L-invariants and Darmon cycles attached to modular forms

TL;DR

This paper develops a p-adic integration theory to construct monodromy modules and L-invariants for modular forms, conjectures their equivalence, and explores implications for the Mordell-Weil group over real quadratic fields.

Contribution

It introduces a new p-adic integration framework to define monodromy modules and L-invariants, and extends Darmon's work to higher weights with conjectural equivalences.

Findings

Construction of a p-adic integration theory for modular forms.

Conjecture that two monodromy modules and L-invariants are isomorphic.

A method to produce local cohomology classes related to Mordell-Weil groups.

Abstract

Let f be a modular eigenform of even weight k>0 and new at a prime p dividing exactly the level, with respect to an indefinite quaternion algebra.
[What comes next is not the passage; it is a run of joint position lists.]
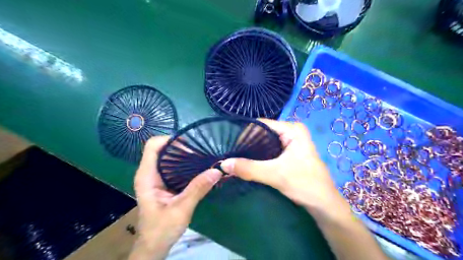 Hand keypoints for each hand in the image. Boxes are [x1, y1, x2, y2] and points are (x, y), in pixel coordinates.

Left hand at [125, 136, 219, 259]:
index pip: (153, 146)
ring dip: (184, 153)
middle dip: (180, 145)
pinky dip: (185, 162)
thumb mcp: (181, 209)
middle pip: (162, 148)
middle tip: (201, 146)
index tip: (190, 141)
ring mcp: (156, 177)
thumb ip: (197, 189)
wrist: (155, 245)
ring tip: (202, 152)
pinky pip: (174, 166)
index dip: (169, 139)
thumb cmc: (162, 229)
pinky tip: (198, 165)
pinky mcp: (164, 182)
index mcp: (147, 176)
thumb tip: (217, 170)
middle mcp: (150, 172)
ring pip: (168, 156)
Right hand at [220, 119, 346, 217]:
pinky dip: (259, 157)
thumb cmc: (305, 184)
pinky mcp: (289, 154)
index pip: (261, 124)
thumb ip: (249, 168)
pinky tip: (248, 163)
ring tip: (236, 159)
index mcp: (292, 129)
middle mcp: (291, 132)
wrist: (324, 205)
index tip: (230, 145)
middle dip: (247, 144)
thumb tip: (223, 164)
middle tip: (231, 154)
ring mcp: (291, 143)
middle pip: (263, 133)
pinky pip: (269, 151)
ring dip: (252, 152)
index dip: (244, 133)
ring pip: (265, 143)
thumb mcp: (275, 174)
The theory of Fontaine-Mazur allows to attach to f a monodromy module D_FM(f) and an L-invariant L_FM(f). The first goal of this paper is building a suitable p-adic integration theory that allows us to construct a monodromy module D(f) and an L-invariant L(f) in the spirit of Darmon. We conjecture both monodromy modules are isomorphic, and in particular the two L-invariants are equal. For the second goal of this note we assume the conjecture is true. Let K be a real quadratic field and assume the sign of the functional equation of the L-series of f over K is -1. The Bloch-Beilinson conjectures suggest that there should be a supply of elements in the Mordell-Weil group of the motive attached to f over the tower of narrow ring class fields of K. Generalizing work of Darmon for k=2, we give a construction of local cohomology classes which we expect to arise from global classes and satisfy an explicit reciprocity law, accounting for the above prediction.